Dieses Werk wurde im Rahmen des Moduls DTA-Erweiterungen (DTAE) digitalisiert. Weitere Informationen …

Paul Beckus, Marita Gruner, Thomas Grunewald, Sabrina Mögelin, Martin Prell: Herausgeber:innen
Paul Beckus, Marita Gruner, Thomas Grunewald, Sabrina Mögelin, Martin Prell: Bearbeiter:innen
Martin Prell: Datentransformation
Saskia Jungmann, Nikolas Schröder, Andreas Lewen: Mitarbeit
Thüringer Staatskanzlei: Projektförderer
Thüringer Universitäts- und Landesbibliothek Jena: Bilddigitalisierung von Editionsvorlage und deren Abschrift sowie Bereitstellung der Digitalisate

Weitere Informationen:

Das Endendum der vorliegenden Edition bildet das Tagebuch zur Kavalierstour des pietistischen Grafen Heinrich XI. Reuß zu Obergreiz (1722-1800) durch das Heilige Römische Reich deutscher Nation, Frankreich, die Schweiz, Italien und Österreich in den Jahren 1740–1742. Es besteht aus 443 Tagebucheinträgen auf 784 Seiten, die in 71 Briefen in die Heimat übersandt wurden. Verfasser des Tagebuchs ist der Köstritzer Hofmeister Anton von Geusau (1695–1749). Im Tagebuch bietet dieser nicht nur Einblicke in die international vernetzte Welt des Hochadels, sondern überliefert auch tiefgehende Einblicke in die wirtschaftlichen, sozialen, religiösen und politischen Entwicklungen in den besuchten Ländern. Dies ist vor allem für die im politischen System Europas stattfindenden Veränderungen relevant. So führte der Aufstieg Preußens zur Großmacht zu einer Neuordnung des europäischen Mächtesystems.
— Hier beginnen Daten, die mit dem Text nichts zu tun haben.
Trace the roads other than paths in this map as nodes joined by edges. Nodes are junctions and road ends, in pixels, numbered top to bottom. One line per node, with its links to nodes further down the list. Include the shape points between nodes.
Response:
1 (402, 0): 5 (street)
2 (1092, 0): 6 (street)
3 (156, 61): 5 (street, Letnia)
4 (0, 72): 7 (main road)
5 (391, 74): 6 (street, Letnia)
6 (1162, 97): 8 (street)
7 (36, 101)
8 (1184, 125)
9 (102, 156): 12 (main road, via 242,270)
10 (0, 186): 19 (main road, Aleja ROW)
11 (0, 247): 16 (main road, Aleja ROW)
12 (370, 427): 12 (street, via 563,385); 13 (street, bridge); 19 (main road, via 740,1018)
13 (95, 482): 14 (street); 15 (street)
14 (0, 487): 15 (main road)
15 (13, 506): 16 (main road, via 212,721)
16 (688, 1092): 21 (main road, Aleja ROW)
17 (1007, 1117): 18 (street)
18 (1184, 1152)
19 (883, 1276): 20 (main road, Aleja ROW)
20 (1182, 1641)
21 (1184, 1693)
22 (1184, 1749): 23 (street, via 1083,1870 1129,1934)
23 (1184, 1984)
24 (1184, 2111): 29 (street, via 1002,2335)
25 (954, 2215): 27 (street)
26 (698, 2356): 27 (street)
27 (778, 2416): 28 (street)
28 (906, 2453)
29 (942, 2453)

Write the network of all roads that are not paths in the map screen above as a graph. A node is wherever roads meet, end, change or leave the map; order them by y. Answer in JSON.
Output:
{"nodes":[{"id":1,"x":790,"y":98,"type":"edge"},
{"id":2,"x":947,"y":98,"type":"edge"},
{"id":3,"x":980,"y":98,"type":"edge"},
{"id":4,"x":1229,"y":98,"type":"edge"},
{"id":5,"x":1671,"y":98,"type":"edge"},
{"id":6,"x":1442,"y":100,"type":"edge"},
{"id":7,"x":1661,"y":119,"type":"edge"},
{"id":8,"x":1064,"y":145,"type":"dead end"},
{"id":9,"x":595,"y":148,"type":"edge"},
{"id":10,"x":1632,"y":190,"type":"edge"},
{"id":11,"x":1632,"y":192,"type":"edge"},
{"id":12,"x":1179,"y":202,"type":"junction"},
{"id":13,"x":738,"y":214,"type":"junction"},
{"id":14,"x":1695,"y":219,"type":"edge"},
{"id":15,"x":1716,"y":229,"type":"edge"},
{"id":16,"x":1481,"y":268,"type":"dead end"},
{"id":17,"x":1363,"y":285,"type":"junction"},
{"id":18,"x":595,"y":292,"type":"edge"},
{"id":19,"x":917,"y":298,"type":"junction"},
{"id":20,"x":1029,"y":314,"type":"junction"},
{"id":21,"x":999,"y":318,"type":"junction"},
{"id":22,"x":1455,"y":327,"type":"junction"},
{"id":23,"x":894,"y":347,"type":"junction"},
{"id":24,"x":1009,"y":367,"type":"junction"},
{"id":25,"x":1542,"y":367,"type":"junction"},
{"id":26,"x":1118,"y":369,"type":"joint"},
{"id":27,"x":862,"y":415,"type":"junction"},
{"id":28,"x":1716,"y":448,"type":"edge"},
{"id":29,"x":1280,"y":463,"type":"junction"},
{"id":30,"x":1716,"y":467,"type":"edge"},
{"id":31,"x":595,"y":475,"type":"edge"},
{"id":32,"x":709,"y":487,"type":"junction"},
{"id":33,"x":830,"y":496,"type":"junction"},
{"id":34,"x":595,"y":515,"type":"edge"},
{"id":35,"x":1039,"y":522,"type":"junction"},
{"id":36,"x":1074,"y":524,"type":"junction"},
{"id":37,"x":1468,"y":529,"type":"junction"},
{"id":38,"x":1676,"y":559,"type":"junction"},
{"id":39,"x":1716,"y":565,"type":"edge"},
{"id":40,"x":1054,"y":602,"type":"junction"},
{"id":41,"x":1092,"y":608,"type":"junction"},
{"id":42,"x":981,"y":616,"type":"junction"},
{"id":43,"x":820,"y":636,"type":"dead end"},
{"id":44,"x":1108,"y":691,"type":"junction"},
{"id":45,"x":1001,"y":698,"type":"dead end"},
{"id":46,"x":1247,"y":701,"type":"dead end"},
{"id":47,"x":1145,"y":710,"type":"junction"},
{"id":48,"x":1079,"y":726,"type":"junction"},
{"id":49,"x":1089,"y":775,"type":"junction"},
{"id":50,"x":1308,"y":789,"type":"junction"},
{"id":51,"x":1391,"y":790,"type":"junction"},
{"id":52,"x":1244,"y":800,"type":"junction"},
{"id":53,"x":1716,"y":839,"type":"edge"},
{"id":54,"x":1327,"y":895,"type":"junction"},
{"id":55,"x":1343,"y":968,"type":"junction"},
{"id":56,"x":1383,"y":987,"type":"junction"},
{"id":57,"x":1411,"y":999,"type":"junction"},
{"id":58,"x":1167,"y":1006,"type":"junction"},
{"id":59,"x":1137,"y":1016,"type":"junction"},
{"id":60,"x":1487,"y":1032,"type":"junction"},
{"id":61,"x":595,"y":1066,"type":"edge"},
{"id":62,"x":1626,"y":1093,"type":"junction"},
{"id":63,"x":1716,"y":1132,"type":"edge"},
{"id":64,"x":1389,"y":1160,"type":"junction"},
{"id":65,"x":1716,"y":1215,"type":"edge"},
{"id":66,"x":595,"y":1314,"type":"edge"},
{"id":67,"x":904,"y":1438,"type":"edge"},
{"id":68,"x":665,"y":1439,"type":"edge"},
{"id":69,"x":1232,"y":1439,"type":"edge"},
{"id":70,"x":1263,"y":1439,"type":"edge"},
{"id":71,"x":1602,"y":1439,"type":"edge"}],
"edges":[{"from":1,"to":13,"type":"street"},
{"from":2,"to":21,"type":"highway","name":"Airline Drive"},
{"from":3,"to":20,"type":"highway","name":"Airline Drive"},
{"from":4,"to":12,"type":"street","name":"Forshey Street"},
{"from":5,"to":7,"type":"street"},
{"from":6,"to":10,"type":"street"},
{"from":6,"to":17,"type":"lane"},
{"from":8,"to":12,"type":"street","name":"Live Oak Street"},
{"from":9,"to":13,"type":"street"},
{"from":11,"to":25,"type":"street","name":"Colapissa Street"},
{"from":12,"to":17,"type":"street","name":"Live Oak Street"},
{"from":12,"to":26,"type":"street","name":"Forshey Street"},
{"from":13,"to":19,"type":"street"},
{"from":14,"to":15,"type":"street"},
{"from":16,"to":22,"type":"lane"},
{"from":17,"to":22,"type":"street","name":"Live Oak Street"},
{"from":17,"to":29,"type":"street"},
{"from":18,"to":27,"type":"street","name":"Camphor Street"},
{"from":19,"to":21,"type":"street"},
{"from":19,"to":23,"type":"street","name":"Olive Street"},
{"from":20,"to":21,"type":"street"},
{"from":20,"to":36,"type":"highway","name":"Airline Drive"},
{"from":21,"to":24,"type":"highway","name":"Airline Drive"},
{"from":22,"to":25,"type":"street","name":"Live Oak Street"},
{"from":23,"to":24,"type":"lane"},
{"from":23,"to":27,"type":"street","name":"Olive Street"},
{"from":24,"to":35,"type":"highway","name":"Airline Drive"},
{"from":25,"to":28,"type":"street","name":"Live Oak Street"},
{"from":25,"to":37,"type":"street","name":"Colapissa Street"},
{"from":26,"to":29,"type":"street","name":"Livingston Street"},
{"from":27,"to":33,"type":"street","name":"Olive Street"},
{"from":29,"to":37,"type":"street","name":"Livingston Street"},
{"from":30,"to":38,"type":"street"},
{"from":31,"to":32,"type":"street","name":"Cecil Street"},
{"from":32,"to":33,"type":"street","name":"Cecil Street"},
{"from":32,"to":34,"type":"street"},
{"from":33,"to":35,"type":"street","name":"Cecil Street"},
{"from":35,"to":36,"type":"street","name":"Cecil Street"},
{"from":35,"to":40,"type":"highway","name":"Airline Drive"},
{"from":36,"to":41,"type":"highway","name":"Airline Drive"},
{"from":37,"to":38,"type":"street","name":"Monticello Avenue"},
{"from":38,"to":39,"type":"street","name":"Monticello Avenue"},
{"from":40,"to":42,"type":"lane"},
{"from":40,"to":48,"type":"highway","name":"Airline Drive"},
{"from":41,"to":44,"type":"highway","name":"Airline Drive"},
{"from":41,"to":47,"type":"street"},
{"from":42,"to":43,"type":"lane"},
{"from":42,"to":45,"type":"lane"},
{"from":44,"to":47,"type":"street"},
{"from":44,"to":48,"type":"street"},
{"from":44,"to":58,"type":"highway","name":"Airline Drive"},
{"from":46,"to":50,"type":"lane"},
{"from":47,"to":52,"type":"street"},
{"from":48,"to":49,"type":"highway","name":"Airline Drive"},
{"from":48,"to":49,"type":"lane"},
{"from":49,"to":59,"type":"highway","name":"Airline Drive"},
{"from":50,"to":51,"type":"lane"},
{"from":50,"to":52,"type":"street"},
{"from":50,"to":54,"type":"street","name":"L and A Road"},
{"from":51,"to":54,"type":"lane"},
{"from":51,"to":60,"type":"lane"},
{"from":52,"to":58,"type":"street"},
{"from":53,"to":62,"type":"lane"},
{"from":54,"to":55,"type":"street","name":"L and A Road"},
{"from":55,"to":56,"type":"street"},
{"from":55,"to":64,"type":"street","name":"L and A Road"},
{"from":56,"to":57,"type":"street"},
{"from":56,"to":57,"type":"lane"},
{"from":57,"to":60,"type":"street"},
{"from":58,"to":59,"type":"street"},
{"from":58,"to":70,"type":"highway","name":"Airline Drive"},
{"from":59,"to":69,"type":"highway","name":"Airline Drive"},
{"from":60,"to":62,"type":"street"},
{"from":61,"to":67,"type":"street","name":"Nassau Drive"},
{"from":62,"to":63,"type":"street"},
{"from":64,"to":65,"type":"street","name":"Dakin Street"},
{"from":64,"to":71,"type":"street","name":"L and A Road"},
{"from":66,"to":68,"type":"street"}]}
In die Zeit seiner Kavalierstour fallen beispielsweise der Tod des Römisch-Deutschen Kaisers Karl VI. (1685–1740) und der sich daran anschließende Österreichische Erbfolgekrieg mit seinen Auswirkungen auf das europäische Mächtesystem. Besonders aufschlussreich sind die zahlreichen wiedergegebenen Gespräche zwischen den Reisenden und anderen Adligen, Geistlichen und Gelehrten zumeist katholischer Provenienz. Diese ermöglichen vielfältige Einblicke in die Gedanken- und Vorstellungswelt des Verfassers, seiner Mitreisenden und Gesprächspartner. Hieran werden Kontaktzonen für interkonfessionellen Austausch, aber auch Grenzen des Sag- oder Machbaren deutlich: Heinrich XI. und von Geusau waren pietistisch-fromme Lutheraner, die die auf der Reise gemachten Erfahrungen vor ihrem konfessionellen Erfahrungshintergrund spiegelten, werteten und einordneten

Die Edition wurde zunächst mit Hilfe der virtuellen Forschungsumgebung FuD erstellt, die im Rahmen des Projektes Editionenportal Thüringen an der Thüringer Universitäts- und Landesbibliothek Jena (ThULB) implementiert wurde. Nach Einstellung dieses Infrastrukturprojekts fand eine Transformation des FuD-XML in das DTABf im Rahmen eines FAIR-Data-Stipendiums der NFDI4Memory statt. Die Digitalisierung des originalen Brieftagebuchs und einer zeitgenössischen Abschrift erfolgte über die ThULB. Die vorliegende Edition umfasst eine vorlagennahe und zeilengenaue Umschrift der kurrenten Handschrift in moderne lateinische Buchstaben. Eine gründliche Ersttranskription ist erfolgt; eine abschließende Kollationierung steht noch aus. Die XML-Daten umfassen zum gegenwärtigen Zeitpunkt zudem eine grundständige Strukturkodierung (Briefe, Tagebucheinträge, Kopfzeilen, Absätze, Seiten- und Zeilenwechsel) und eine TEI-konforme Auszeichnung grundlegender formal-textkritischer Phänomene (Hervorhebungen, Autorkorrekturen, editorische Konjekturen, Unlesbarkeiten, Abkürzungen mit Auflösungen). Abweichungen der zeitgenössische Abschrift vom originalen Autographen wurden bis dato nicht erfasst. Topographische Informationen der Autorkorrekturen wurden erfasst. Einrückungen am Zeilenbeginn und innerhalb von Zeilen wurden nicht wiedergegeben. Horizontale Leerräume wurden nicht genau, sondern als einfache Leerzeilen wiedergegeben. Für bisher 49 der insgesamt 71 Briefe wurden zudem die darin erwähnten inhaltlich-semantischen Entitäten (Personen/Körperschaften, Gruppen, Geografika, Ereignisse und Objekte (z.B. Bücher, Gebäude, Statuen, Karten, Gemälde etc.)) kodiert und unter Nutzung von GND-Verweisen identifiziert. Ein entsprechendes Register finden Sie auf Github, dort sind auch sämtliche Daten der Edition zu diesem Werk publiziert.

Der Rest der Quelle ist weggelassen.